1) Scrap chicken bones [Butcher Shop]
Traditional Use: making delicious chicken stock for homemade broth or gravy
Scientist’s Use: to maintain an active colony of flesh-eating beetles while on vacation
Skeletons are often used by scientists to explore questions in evolutionary biology, functional morphology, animal behavior, and more. In order to observe and measure particular features of a skeleton, and to store bone material for multiple uses over time, a bone must be completely cleaned of any animal tissue – no muscle, no fat, no connective tissue, no skin. And when it comes to ridding skeletons of animal tissue, nature knows best! The most effective way to remove soft tissue is to harness the power of a colony of flesh-eating beetles. Beetles in the family Dermestidae feed on the rotting flesh of decaying animals – if you’ve ever walked past a dead animal in the forest, you may have noticed these guys feasting away. So research institutions maintain live beetle colonies for the purpose of cleaning off bones.

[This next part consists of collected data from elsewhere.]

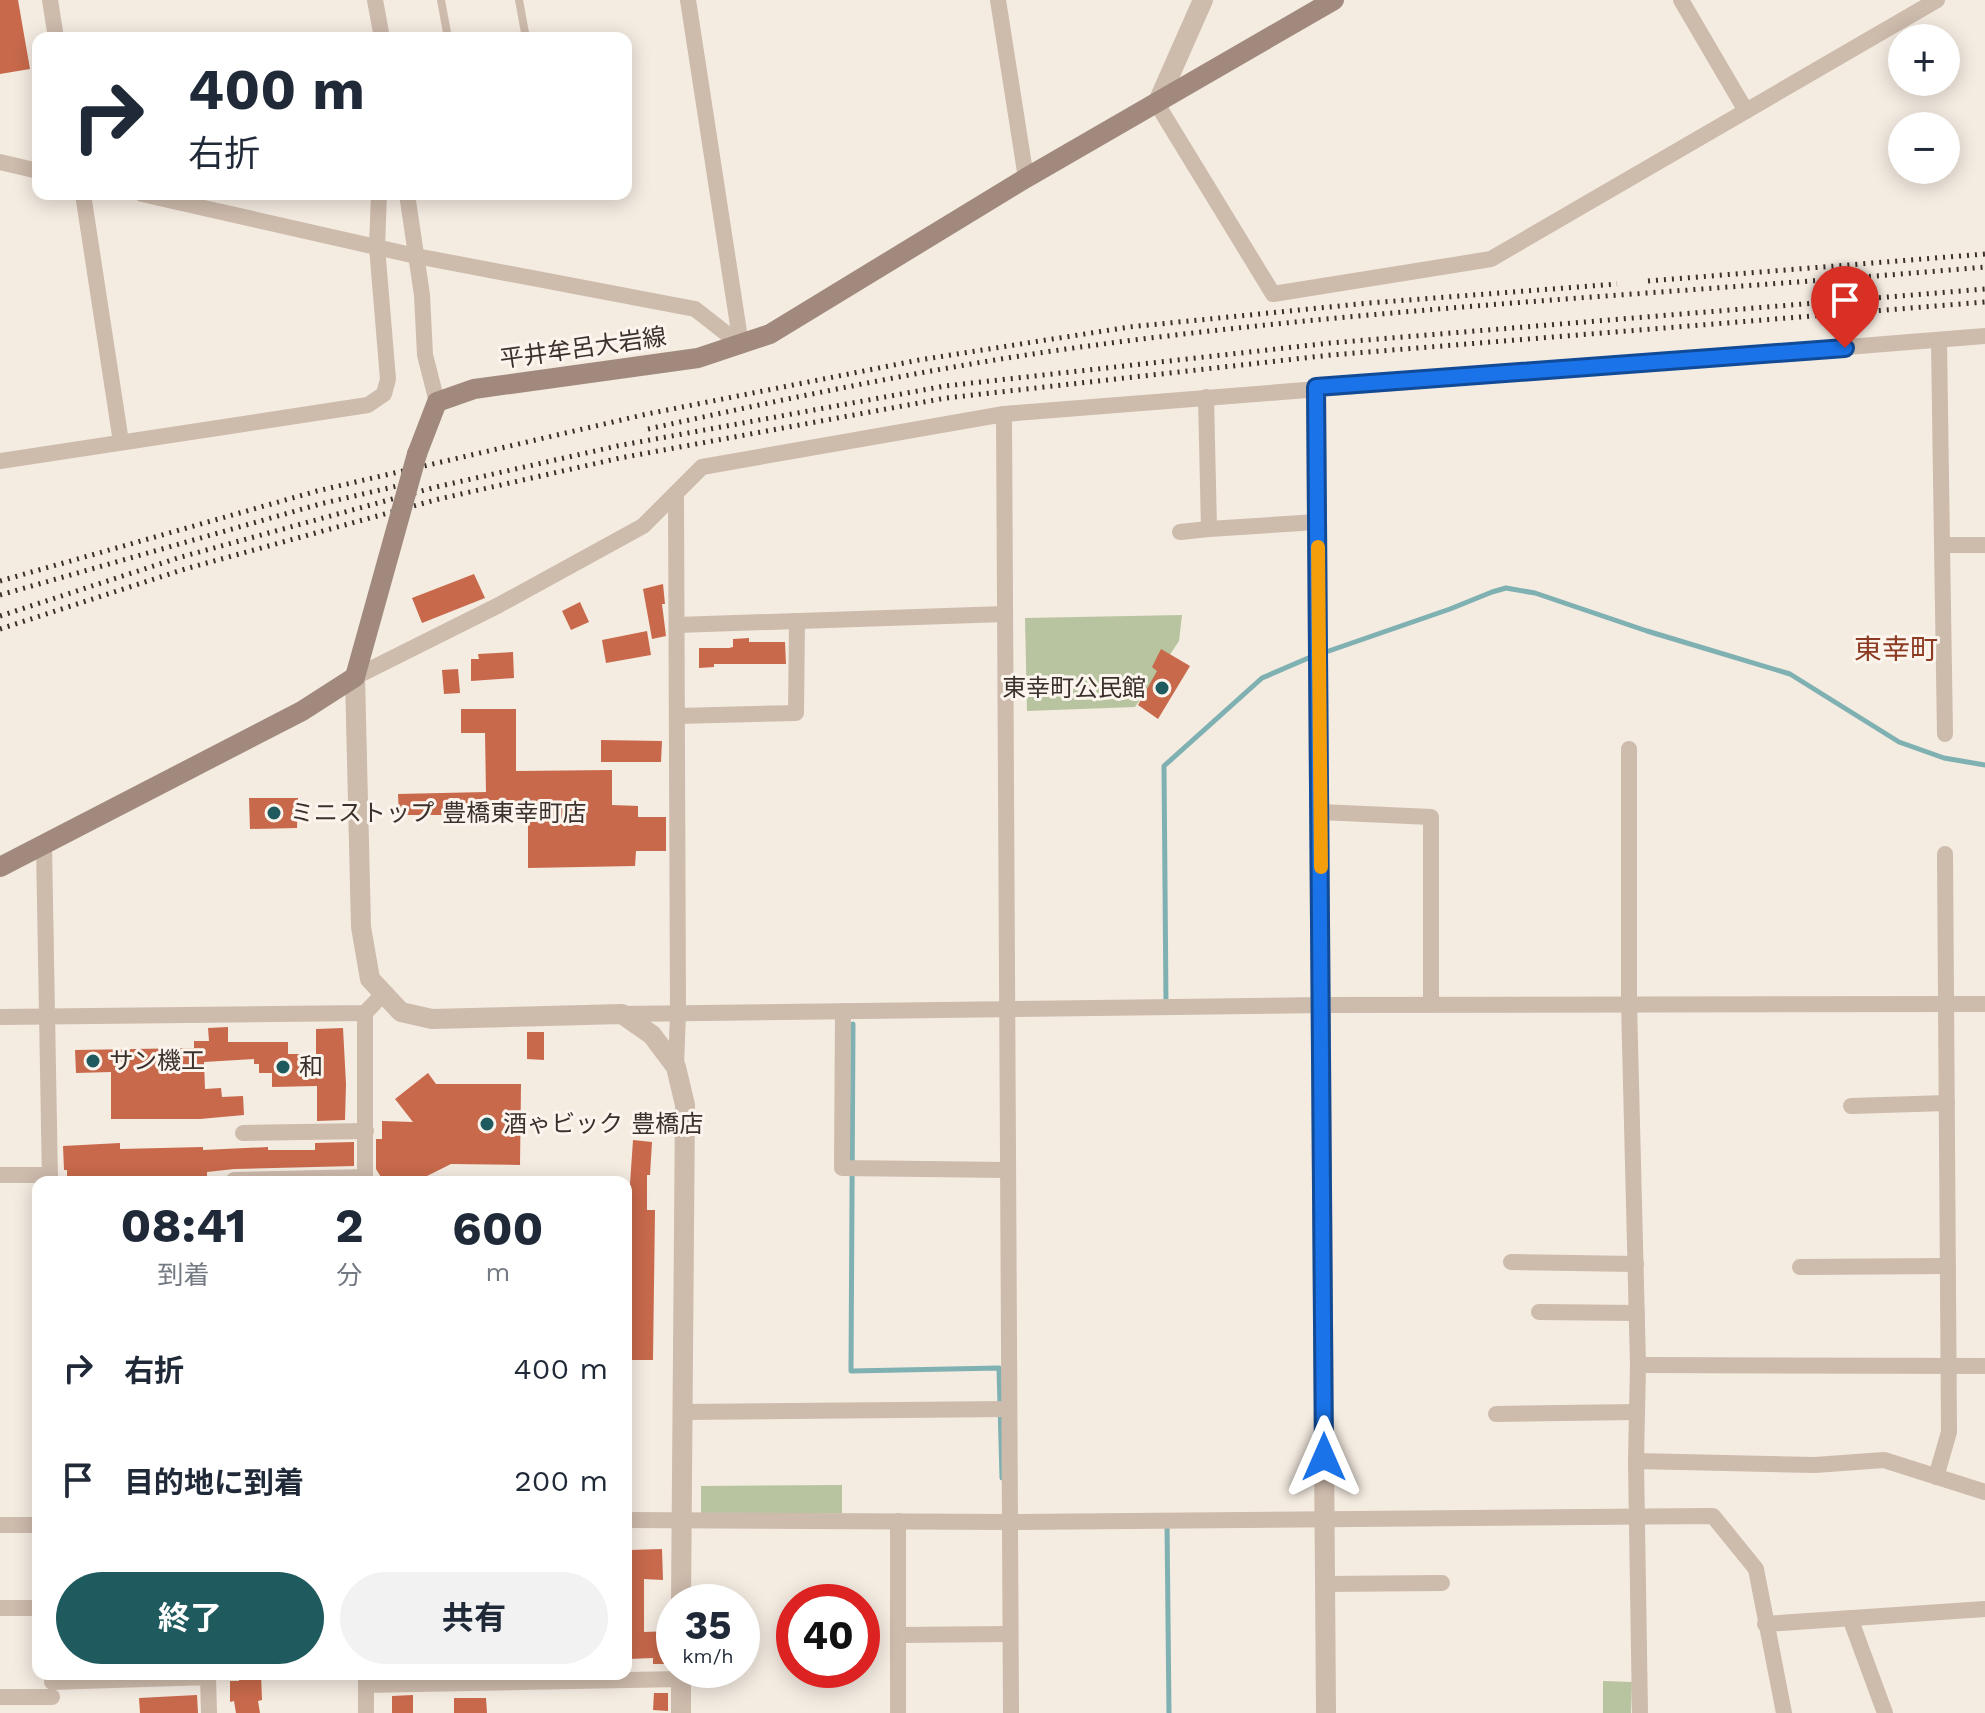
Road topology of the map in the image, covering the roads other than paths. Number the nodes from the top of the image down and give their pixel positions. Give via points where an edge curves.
1 (50, 0) edge
2 (375, 0) edge
3 (441, 0) edge
4 (519, 0) edge
5 (688, 0) edge
6 (998, 0) edge
7 (1203, 0) edge
8 (1334, 0) edge
9 (1681, 0) edge
10 (1937, 0) edge
11 (55, 32) edge
12 (381, 32) edge
13 (447, 32) edge
14 (525, 32) edge
15 (1157, 104) junction
16 (1746, 111) junction
17 (0, 162) edge
18 (32, 170) edge
19 (1026, 178) junction
20 (84, 200) edge
21 (169, 200) edge
22 (379, 200) edge
23 (408, 200) edge
24 (377, 247) junction
25 (416, 256) junction
26 (1985, 336) edge
27 (1939, 341) junction
28 (741, 345) junction
29 (1316, 387) junction
30 (1206, 397) junction
31 (437, 402) junction
32 (1004, 414) junction
33 (121, 442) junction
34 (0, 461) edge
35 (676, 495) junction
36 (1317, 522) junction
37 (1209, 529) junction
38 (1180, 532) dead end
39 (1942, 545) junction
40 (1985, 545) edge
41 (1005, 614) junction
42 (797, 621) junction
43 (677, 625) junction
44 (355, 677) junction
45 (677, 716) junction
46 (1945, 734) dead end
47 (1629, 749) dead end
48 (1320, 812) junction
49 (44, 845) junction
50 (1945, 854) dead end
51 (0, 867) edge
52 (383, 994) junction
53 (1629, 1003) junction
54 (1431, 1004) junction
55 (1946, 1004) junction
56 (1985, 1004) edge
57 (1321, 1005) junction
58 (1007, 1009) junction
59 (843, 1011) junction
60 (365, 1013) junction
61 (678, 1013) junction
62 (622, 1014) junction
63 (0, 1017) edge
64 (48, 1017) junction
65 (676, 1067) junction
66 (1947, 1103) junction
67 (1851, 1106) dead end
68 (366, 1131) junction
69 (243, 1133) dead end
70 (1007, 1170) junction
71 (0, 1175) edge
72 (50, 1176) edge
73 (365, 1176) edge
74 (32, 1178) edge
75 (1511, 1262) dead end
76 (1636, 1264) junction
77 (1948, 1266) junction
78 (1800, 1267) dead end
79 (1539, 1312) dead end
80 (1637, 1313) junction
81 (1638, 1365) junction
82 (1985, 1366) edge
83 (1948, 1367) junction
84 (1008, 1409) junction
85 (681, 1412) junction
86 (1637, 1412) junction
87 (1496, 1414) dead end
88 (1636, 1461) junction
89 (1936, 1477) junction
90 (1985, 1492) edge
91 (1324, 1518) junction
92 (1637, 1518) junction
93 (632, 1520) edge
94 (681, 1520) junction
95 (898, 1521) junction
96 (1009, 1522) junction
97 (0, 1525) edge
98 (32, 1525) edge
99 (1442, 1583) dead end
100 (681, 1584) edge
101 (1325, 1584) junction
102 (0, 1608) edge
103 (32, 1608) edge
104 (1985, 1609) edge
105 (1850, 1618) junction
106 (1765, 1624) junction
107 (1010, 1634) junction
108 (898, 1635) junction
109 (656, 1675) edge
110 (632, 1676) edge
111 (177, 1680) edge
112 (208, 1680) edge
113 (366, 1680) edge
114 (681, 1688) edge
115 (52, 1692) edge
116 (0, 1697) edge
117 (209, 1713) edge
118 (366, 1713) edge
119 (681, 1713) edge
120 (898, 1713) edge
121 (1011, 1713) edge
122 (1326, 1713) edge
123 (1640, 1713) edge
124 (1784, 1713) edge
125 (1885, 1713) edge

1 - 11 street
2 - 12 street
3 - 13 lane
4 - 14 lane
5 - 28 street
6 - 19 street
7 - 15 street
8 - 15 main road, 平井牟呂大岩線
9 - 16 street
10 - 16 street
15 - 16 street via 1273,294 1491,259
15 - 19 main road, 平井牟呂大岩線
17 - 18 street
19 - 28 main road, 平井牟呂大岩線 via 770,334
20 - 33 street
21 - 24 street
22 - 24 street
23 - 25 street
24 - 25 street
24 - 33 street via 388,379 384,394 368,405
25 - 28 street via 695,309
25 - 31 street via 425,355
26 - 27 street
27 - 29 street
27 - 39 street
28 - 31 main road, 平井牟呂大岩線 via 698,358 474,389
29 - 30 street
29 - 36 street
30 - 32 street
30 - 37 street
31 - 44 main road, bridge via 417,454
32 - 35 street via 702,467
32 - 41 street
33 - 34 street
35 - 43 street
35 - 44 street via 643,526
36 - 37 street
36 - 48 street
37 - 38 street
39 - 40 street
39 - 46 street
41 - 42 street
41 - 58 street
42 - 43 street
42 - 45 street via 796,713
43 - 45 street
44 - 49 main road via 302,711
44 - 52 street via 361,927 370,979
45 - 61 street
47 - 53 street
48 - 54 street via 1431,817
48 - 57 street
49 - 51 main road
49 - 64 street
50 - 55 street
52 - 60 street
52 - 62 street via 401,1012 432,1019
53 - 54 street
53 - 55 street
53 - 76 street
54 - 57 street
55 - 56 street
55 - 66 street
57 - 58 street
57 - 91 street
58 - 59 street
58 - 70 street
59 - 61 street
59 - 70 street via 842,1168
60 - 64 street
60 - 68 street
61 - 62 street
61 - 65 street
62 - 65 street via 652,1035
63 - 64 street
64 - 72 street
65 - 85 street via 685,1105
66 - 67 street
66 - 77 street
68 - 69 street
68 - 73 street
70 - 84 street
71 - 74 street
75 - 76 street
76 - 80 street
77 - 78 street
77 - 83 street
79 - 80 street
80 - 81 street
81 - 83 street
81 - 86 street
82 - 83 street
83 - 89 street via 1949,1432
84 - 85 street
84 - 96 street
85 - 94 street
86 - 87 street
86 - 88 street
88 - 89 street via 1815,1465 1884,1460
88 - 92 street
89 - 90 street
91 - 92 street
91 - 96 street
91 - 101 street
92 - 106 street via 1713,1516 1723,1524 1756,1569
92 - 123 street
93 - 94 street
94 - 95 street
94 - 100 street
95 - 96 street
95 - 108 street
96 - 107 street
97 - 98 street
99 - 101 street
101 - 122 street
102 - 103 street
104 - 105 street
105 - 106 street
105 - 125 street
106 - 124 street
107 - 108 street
107 - 121 street
108 - 120 street
109 - 110 street
111 - 115 street
112 - 117 street
113 - 118 street
114 - 119 street
115 - 116 street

However, if a skeleton is left in the colony for too long, the beetles may eventually begin to eat the bone itself. If the scientist who monitors the beetles is away on vacation, the colony must be kept alive without risking damage to valued skeletal specimens. That’s where the cheap scrap chicken from the butcher comes in! The beetles can feast on the carcass, and if some of the bone gets damaged, it won’t be that of a useful research animal. Voila!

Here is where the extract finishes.